Incomplete annotations with textcat.manual

@ines, I am having an issue where my annotators are reporting that Prodigy has no tasks available (see below).

I am using a modified version of the textcat.manual recipe, where I changed a single line to enable the progress bar:

I ran a separate session for each annotator using the following bash script:
for PORT_NUM in {8000..8006}
do
PRODIGY_PORT=$PORT_NUM prodigy textcat.manual annotator_$PORT_NUM ./data/discharge_orders_sample.jsonl --label DISCHARGE &
done

All four annotators are seeing the "No tasks available." message at different completion marks (2626, 2592, 2571, and 2669 out of 3000 total examples). Is this a known issue? Could I be doing something wrong on my end?

Hi! The "No tasks available" message is shown if there are no examples in the stream that haven't been annotated in the dataset or are otherwise duplicates or excluded.

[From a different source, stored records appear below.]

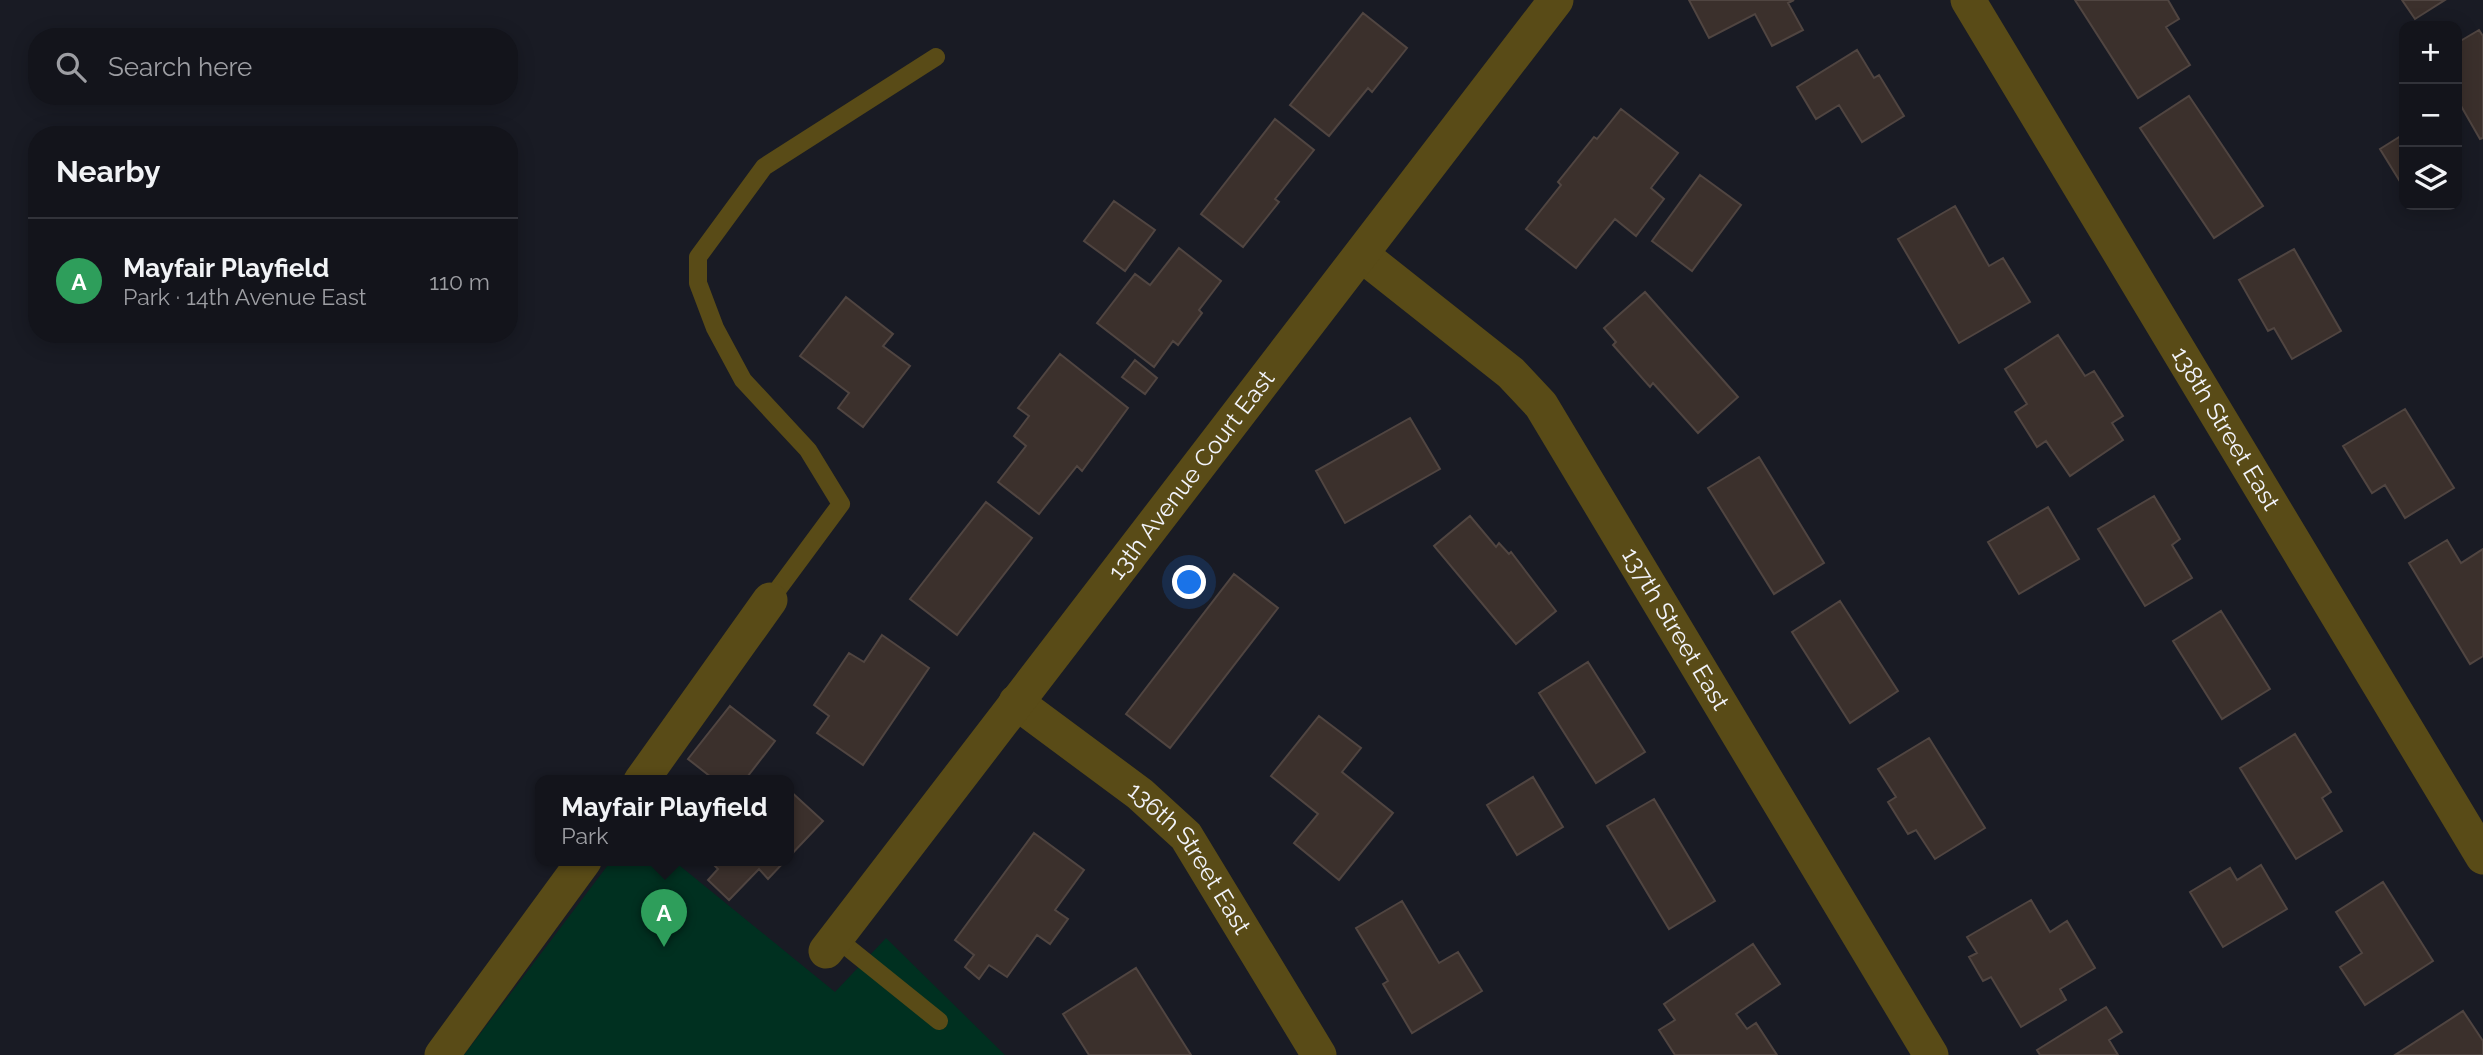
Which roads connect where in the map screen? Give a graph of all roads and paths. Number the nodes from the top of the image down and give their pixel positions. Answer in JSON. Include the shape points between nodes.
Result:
{"nodes":[{"id":1,"x":1556,"y":0,"type":"edge"},
{"id":2,"x":1968,"y":0,"type":"edge"},
{"id":3,"x":936,"y":57,"type":"dead end"},
{"id":4,"x":1362,"y":255,"type":"junction"},
{"id":5,"x":769,"y":600,"type":"joint"},
{"id":6,"x":1016,"y":702,"type":"junction"},
{"id":7,"x":645,"y":775,"type":"edge"},
{"id":8,"x":2483,"y":857,"type":"edge"},
{"id":9,"x":580,"y":866,"type":"edge"},
{"id":10,"x":831,"y":944,"type":"joint"},
{"id":11,"x":939,"y":1021,"type":"dead end"},
{"id":12,"x":442,"y":1055,"type":"edge"},
{"id":13,"x":1319,"y":1055,"type":"edge"},
{"id":14,"x":1931,"y":1055,"type":"edge"}],
"edges":[{"from":1,"to":4,"type":"street","name":"13th Avenue Court East"},
{"from":2,"to":8,"type":"street","name":"138th Street East"},
{"from":3,"to":5,"type":"lane","via":[[764,167],[698,257],[698,282],[715,328],[743,380],[808,450],[841,504]]},
{"from":4,"to":6,"type":"street","name":"13th Avenue Court East"},
{"from":4,"to":14,"type":"street","name":"137th Street East","via":[[1511,373],[1541,405]]},
{"from":5,"to":7,"type":"street"},
{"from":6,"to":10,"type":"street","name":"13th Avenue Court East"},
{"from":6,"to":13,"type":"street","name":"136th Street East","via":[[1140,794],[1186,836]]},
{"from":9,"to":12,"type":"street"},
{"from":10,"to":11,"type":"lane"}]}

If you expose a stream with a length, the progress is calculated based on the original length of that list and the number of existing annotations. It doesn't take any filtering into account, so if your stream has duplicate data for instance, you may be done before the progress hits 100%. If batches were skipped, you may also get to the end of the stream before all examples have been annnotated – in that case, you can just re-start the server and you should see the remaining examples for the given dataset. Or you can set "force_stream_order": true to make sure examples are always re-sent and sent out in the exact same order (only recommended in manual interfaces and if you don't have more than one annotator per session).

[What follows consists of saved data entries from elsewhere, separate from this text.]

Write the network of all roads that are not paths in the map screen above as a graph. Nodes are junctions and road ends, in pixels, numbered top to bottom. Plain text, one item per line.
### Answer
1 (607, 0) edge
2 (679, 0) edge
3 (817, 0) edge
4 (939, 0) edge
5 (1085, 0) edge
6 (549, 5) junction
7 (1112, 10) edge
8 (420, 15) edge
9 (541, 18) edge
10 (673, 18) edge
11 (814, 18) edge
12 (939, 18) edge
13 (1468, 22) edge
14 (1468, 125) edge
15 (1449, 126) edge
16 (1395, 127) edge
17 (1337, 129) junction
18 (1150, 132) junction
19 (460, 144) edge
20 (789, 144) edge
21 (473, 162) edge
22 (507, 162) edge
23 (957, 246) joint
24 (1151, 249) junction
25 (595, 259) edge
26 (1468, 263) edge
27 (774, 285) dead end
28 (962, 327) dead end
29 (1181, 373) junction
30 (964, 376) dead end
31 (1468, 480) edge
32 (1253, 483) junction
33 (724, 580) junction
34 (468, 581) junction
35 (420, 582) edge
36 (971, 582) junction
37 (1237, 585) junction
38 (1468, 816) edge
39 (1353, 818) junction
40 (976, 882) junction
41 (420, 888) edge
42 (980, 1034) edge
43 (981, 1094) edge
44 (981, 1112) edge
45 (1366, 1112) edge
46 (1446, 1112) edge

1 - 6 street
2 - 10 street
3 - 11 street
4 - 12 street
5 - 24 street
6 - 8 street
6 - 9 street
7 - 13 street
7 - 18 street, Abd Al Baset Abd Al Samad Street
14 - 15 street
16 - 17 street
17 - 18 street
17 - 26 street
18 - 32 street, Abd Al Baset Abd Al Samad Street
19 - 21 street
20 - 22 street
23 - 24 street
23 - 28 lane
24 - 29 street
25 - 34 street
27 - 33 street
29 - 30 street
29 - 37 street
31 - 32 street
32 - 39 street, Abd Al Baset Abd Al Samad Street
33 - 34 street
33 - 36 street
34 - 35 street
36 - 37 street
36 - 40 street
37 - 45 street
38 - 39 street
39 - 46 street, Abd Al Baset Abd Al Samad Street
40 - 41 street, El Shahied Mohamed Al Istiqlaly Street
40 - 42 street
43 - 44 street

That's very interesting. I thought it might be due to duplicated data, but if that were the case, wouldn't the number of instances be the same for each annotator? All four of my annotators see the "No tasks available" message, but they have completed different numbers of annotations. You are saying that this could be a skipped batch issue? Could I reduce the likelihood of this happening in the future by somehow setting the batch size to 1?

It's less about the batch size and more about requesting multiple batches and not answering all of them. By default, Prodigy will make no assumptions about a batch it sends out and will just wait for it to come back – so if you open the app and request a batch, don't annotate, close it again and request a new batch, you'll get the next batch. So if you have two people annotating in the same session, they'll both get different data. But if a batch that was sent out isn't coming back annotated, it will be queued up again when you restart the server.

Setting "force_stream_order": true lets you make sure that the examples are always sent out in the same order and a batch is re-sent until it's fully annotated and only then the next batch is sent. This makes sense if you care about annotating all examples in the stream in the oder they come in – it's less useful if you have several people in the same session or if you're using an active learning recipe where you care about the example selection.

@ines, thank you for the clear explanation. I will use the "force_stream_order": true setting for similar tasks in the future.

1 Like